Newby was released from military service in December 1942, and then taught English Literature at King Fouad University in Cairo until 1946. One of his students was the Egyptian editor Mursi Saad El-Din.

From 1949 to 1978 he was employed by the BBC, beginning as a radio producer and going on to become successively Controller of the Third Programme and Radio Three, Director of Programmes (Radio), and finally Managing Director, BBC Radio. While at Radio 3, Newby is credited with increasing the amount of Classical music on the station without the need for controversial changes to schedules.

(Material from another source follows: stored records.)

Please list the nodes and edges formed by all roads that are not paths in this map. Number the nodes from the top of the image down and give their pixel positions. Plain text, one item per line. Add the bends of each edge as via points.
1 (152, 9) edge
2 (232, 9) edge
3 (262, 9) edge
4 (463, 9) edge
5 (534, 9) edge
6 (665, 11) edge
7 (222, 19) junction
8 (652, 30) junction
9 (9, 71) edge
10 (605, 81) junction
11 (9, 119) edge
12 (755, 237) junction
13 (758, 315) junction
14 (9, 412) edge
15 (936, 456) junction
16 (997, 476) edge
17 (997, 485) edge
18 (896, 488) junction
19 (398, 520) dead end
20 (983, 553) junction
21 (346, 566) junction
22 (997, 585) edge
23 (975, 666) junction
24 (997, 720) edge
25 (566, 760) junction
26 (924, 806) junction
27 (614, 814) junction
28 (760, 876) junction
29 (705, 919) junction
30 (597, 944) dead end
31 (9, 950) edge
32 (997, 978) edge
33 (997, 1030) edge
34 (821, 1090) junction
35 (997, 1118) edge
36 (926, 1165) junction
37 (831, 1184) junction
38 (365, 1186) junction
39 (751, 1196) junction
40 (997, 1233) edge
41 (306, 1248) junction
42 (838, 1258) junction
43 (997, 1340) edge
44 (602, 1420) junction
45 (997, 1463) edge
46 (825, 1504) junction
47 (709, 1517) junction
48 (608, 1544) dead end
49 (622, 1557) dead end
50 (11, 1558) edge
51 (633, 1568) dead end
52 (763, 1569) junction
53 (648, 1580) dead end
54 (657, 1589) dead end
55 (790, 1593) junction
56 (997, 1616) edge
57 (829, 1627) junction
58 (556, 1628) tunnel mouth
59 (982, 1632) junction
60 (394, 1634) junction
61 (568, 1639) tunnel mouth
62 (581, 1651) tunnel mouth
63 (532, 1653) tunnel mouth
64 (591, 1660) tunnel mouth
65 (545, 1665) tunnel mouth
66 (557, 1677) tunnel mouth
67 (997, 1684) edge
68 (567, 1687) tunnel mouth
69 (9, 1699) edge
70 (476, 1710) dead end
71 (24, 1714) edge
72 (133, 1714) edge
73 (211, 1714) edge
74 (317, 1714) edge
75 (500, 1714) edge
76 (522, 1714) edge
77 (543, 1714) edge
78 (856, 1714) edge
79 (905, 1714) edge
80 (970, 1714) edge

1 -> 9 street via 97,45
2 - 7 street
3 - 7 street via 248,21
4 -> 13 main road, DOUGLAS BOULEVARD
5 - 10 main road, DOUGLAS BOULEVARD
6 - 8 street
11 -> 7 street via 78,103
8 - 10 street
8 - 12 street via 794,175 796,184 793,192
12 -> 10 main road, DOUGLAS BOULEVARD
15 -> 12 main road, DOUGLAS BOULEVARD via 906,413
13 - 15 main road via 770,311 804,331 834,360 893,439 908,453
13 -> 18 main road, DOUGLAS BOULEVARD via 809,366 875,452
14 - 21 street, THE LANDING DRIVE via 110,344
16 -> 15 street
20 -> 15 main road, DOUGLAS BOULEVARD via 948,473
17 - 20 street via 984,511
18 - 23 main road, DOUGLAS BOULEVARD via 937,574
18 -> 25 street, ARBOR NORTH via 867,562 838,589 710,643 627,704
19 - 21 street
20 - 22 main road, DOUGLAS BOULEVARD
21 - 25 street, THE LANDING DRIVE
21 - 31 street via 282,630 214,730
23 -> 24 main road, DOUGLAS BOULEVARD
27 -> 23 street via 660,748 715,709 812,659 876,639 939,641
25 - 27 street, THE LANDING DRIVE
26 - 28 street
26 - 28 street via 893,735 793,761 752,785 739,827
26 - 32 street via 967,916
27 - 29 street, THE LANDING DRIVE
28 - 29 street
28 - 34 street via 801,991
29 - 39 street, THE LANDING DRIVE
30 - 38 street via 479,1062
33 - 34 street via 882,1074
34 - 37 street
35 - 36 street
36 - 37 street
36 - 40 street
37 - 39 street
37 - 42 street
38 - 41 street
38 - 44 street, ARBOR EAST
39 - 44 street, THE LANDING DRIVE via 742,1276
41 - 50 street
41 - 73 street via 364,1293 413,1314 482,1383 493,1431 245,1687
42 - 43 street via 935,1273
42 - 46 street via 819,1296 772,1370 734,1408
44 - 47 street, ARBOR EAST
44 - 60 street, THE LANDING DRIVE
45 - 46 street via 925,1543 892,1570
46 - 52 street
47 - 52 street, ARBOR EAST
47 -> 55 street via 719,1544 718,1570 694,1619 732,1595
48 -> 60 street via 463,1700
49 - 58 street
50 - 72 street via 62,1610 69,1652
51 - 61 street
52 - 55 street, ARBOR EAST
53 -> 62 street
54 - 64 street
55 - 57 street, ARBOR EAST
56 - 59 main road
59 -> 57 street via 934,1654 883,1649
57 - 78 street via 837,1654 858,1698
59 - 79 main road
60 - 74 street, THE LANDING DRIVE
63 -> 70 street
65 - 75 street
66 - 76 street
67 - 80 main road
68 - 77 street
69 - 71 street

His first novel, A Journey into the Interior, was published in 1946. He then returned to England to write. In the same year he was given an Atlantic Award in literature, and two years thence he received the Somerset Maugham Prize. In 1947, John Lehmann published Newby's boys' adventure story "The Spirit of Jem" with 41 line drawings and a colour dust wrap by Keith Vaughan.

He was awarded a CBE for his work as Managing Director of BBC Radio.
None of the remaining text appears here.